Polluted air alters baby behaviour

17 March 2016


Industries causing air pollution


A link between air pollution exposure during pregnancy and subsequent childhood behavioural problems has been revealed by a US-based study.

Air pollution is a significant health threat. According to the WHO, in 2012 one in eight deaths were linked to poor air quality. "Air pollution is now the world's largest single environmental health risk," it says.

But premature death is not the only risk arising from breathing bad air.
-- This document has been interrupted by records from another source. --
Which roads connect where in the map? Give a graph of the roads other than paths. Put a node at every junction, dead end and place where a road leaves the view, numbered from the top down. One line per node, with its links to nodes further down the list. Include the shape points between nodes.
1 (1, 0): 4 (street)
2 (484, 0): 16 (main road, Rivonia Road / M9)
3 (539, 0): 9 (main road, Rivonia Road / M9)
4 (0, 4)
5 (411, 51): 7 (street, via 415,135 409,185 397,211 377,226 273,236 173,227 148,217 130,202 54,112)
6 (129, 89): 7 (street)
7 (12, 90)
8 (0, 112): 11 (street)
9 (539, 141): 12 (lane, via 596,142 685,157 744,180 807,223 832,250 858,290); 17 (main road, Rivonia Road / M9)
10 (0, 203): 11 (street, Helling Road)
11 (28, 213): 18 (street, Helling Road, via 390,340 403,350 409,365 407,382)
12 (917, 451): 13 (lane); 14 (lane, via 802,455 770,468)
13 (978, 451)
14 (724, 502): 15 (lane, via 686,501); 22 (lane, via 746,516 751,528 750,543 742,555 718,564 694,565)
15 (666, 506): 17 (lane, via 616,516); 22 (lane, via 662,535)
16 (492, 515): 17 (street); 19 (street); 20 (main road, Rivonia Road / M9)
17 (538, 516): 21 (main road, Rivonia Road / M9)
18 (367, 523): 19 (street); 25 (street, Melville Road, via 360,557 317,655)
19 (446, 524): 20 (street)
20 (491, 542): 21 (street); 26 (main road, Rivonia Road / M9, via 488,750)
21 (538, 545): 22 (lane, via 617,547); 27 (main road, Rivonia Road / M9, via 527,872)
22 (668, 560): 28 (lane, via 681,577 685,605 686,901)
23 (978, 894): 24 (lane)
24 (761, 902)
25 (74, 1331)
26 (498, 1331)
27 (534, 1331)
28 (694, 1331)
Columbia University Medical Centre, New York, researcher Amy Margolis has found that babies exposed to pollution while still inside the womb are at increased risk of developing behavioural problems as they grow up.
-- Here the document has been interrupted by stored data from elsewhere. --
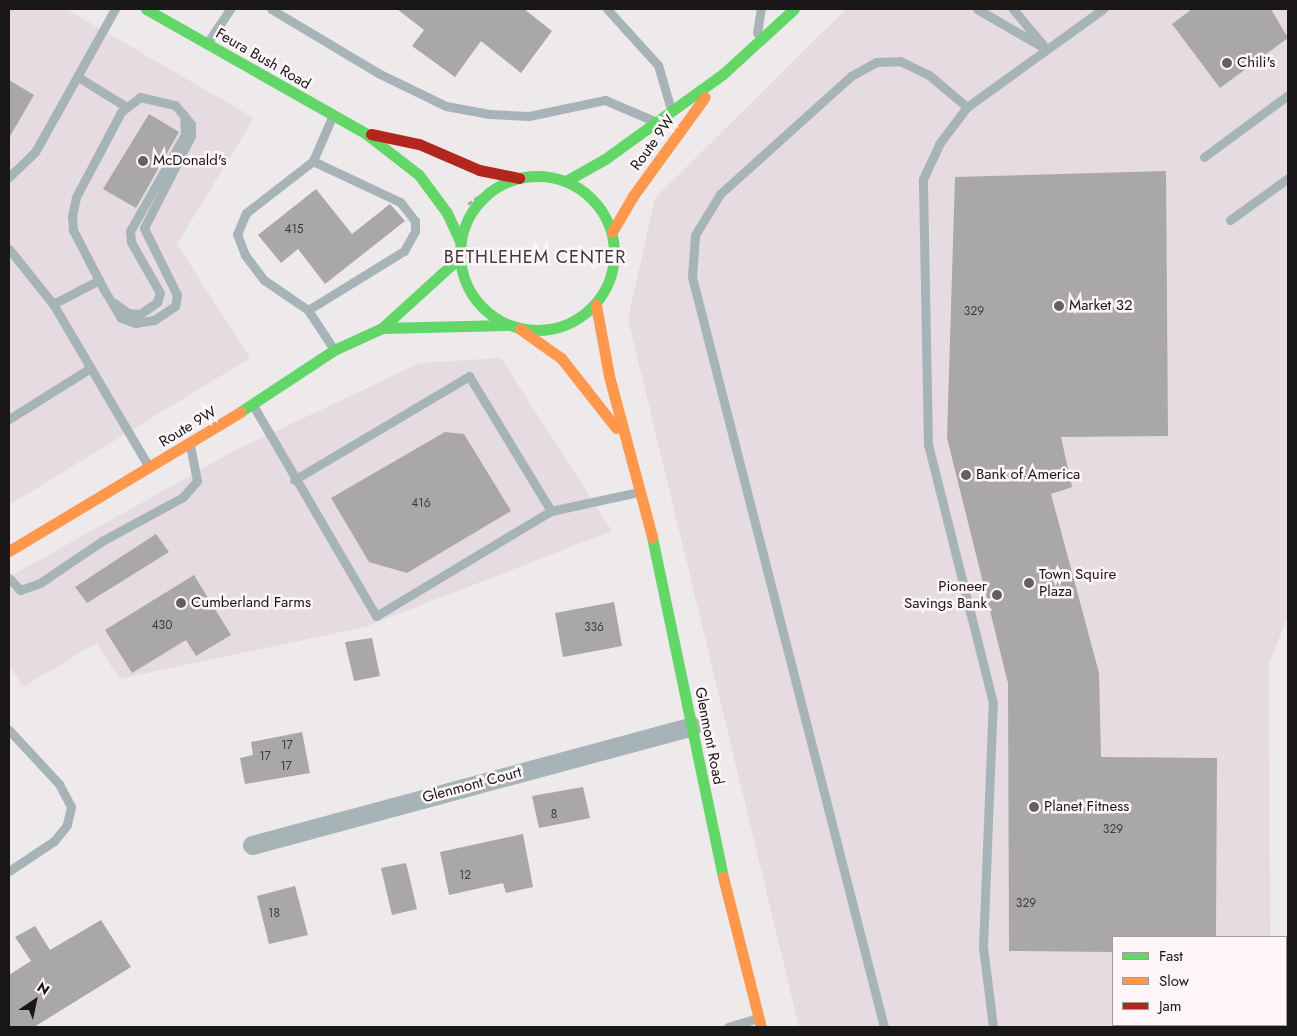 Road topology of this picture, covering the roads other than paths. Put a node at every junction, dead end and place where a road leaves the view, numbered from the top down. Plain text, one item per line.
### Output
1 (115, 9) edge
2 (146, 9) edge
3 (230, 9) edge
4 (271, 9) edge
5 (607, 9) edge
6 (761, 9) edge
7 (794, 9) edge
8 (977, 9) edge
9 (1014, 9) edge
10 (1103, 9) edge
11 (207, 44) junction
12 (754, 49) junction
13 (1046, 49) junction
14 (723, 74) junction
15 (78, 77) junction
16 (1288, 95) edge
17 (125, 106) junction
18 (967, 107) junction
19 (184, 112) junction
20 (670, 113) junction
21 (332, 116) junction
22 (656, 122) junction
23 (365, 133) junction
24 (1204, 157) dead end
25 (313, 160) junction
26 (9, 177) edge
27 (519, 178) junction
28 (1288, 178) edge
29 (566, 181) junction
30 (1230, 220) dead end
31 (612, 232) junction
32 (460, 241) junction
33 (9, 250) edge
34 (459, 258) junction
35 (99, 280) junction
36 (110, 300) junction
37 (53, 304) junction
38 (596, 305) junction
39 (308, 310) junction
40 (507, 325) junction
41 (382, 328) junction
42 (520, 329) junction
43 (334, 350) junction
44 (89, 369) junction
45 (252, 405) junction
46 (9, 419) edge
47 (189, 444) junction
48 (630, 450) junction
49 (149, 468) junction
50 (294, 480) junction
51 (640, 492) junction
52 (550, 511) junction
53 (9, 551) edge
54 (9, 578) edge
55 (692, 726) junction
56 (9, 730) edge
57 (252, 845) dead end
58 (9, 871) edge
59 (759, 1023) edge
60 (728, 1027) edge
61 (884, 1027) edge
62 (993, 1027) edge

1 - 15 lane
2 - 11 main road, Feura Bush Road
3 - 11 lane
4 - 22 lane
5 - 20 lane
6 - 12 lane
7 - 12 main road, Route 9W
8 - 13 lane
9 - 13 lane
10 - 13 lane
11 - 21 main road, Feura Bush Road
12 - 14 main road, Route 9W
13 - 18 lane
14 - 20 main road, Route 9W
14 - 31 main road, Route 9W
15 - 17 lane
15 - 26 lane
16 - 24 lane
17 - 19 lane
17 - 35 lane
18 - 61 lane
18 - 62 lane
19 - 36 lane
19 - 36 lane
20 - 22 main road, Route 9W
21 - 23 main road, Feura Bush Road
21 - 25 lane
22 - 29 main road, Route 9W
23 - 27 main road, Feura Bush Road
23 - 32 main road, Feura Bush Road
25 - 39 lane
25 - 39 lane
27 - 29 main road
27 - 32 main road
28 - 30 lane
29 - 31 main road
31 - 38 main road
32 - 34 main road
33 - 37 lane
34 - 40 main road
34 - 41 main road, Route 9W
35 - 36 lane
35 - 37 lane
37 - 44 lane
38 - 42 main road
38 - 48 main road, Glenmont Road
39 - 43 lane
40 - 41 main road, Route 9W
40 - 42 main road
41 - 43 main road, Route 9W
42 - 48 main road, Glenmont Road
43 - 45 main road, Route 9W
44 - 46 lane
44 - 49 lane
45 - 47 main road, Route 9W
45 - 50 lane
47 - 49 main road, Route 9W
47 - 54 lane
48 - 51 main road, Glenmont Road
49 - 53 main road, Route 9W
50 - 52 lane
50 - 52 lane
51 - 52 lane
51 - 55 main road, Glenmont Road
55 - 57 street, Glenmont Court
55 - 59 main road, Glenmont Road
56 - 58 lane
59 - 60 lane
In the study 462 mother-baby pairs were followed up over more than a decade.

Blood samples from the mother collected while she was pregnant were used to measure exposure to a class of compounds called polycyclic aromatic hydrocarbons (PAHs), which are a common constituent of emissions from vehicles, coal and oil burning, home heating and even tobacco smoke.

The children were assessed using a child behaviour checklist at ages 3-5, 7, 9, and 11. This was used to compute a score on a metric called the Deficient Emotional Self-Regulation Scale (DESR), which gives an indication of impulsivity lack of self-control, which are features of behavioural problems and conditions like ADHD (attention deficit hyperactivity disorder).

At all ages, and significantly so from the age of nine, children whose mothers had detectable blood PAHs during pregnancy had significantly worse DESR scores than children whose mothers tested negative.

These deficits in self-regulation may, in turn, predispose adolescents towards increased risk-taking behaviours.

Their results, which are published this week in the Journal of Child Psychology and Psychiatry, "suggest that PAH exposure may be an important underlying and contributing factor to the genesis of a range of childhood mental health problems," the team say.

They speculate that PAH exposure may damage or retard the development of sensitive circuits in the developing brain that are relevant to motor and attentional function.

"This study indicates that prenatal exposure to air pollution impacts development of self-regulation and as such may underlie the development of many childhood psychopathologies that derive from deficits in self-regulation, such as ADHD, OCD, substance use disorders, and eating disorders," says Margolis.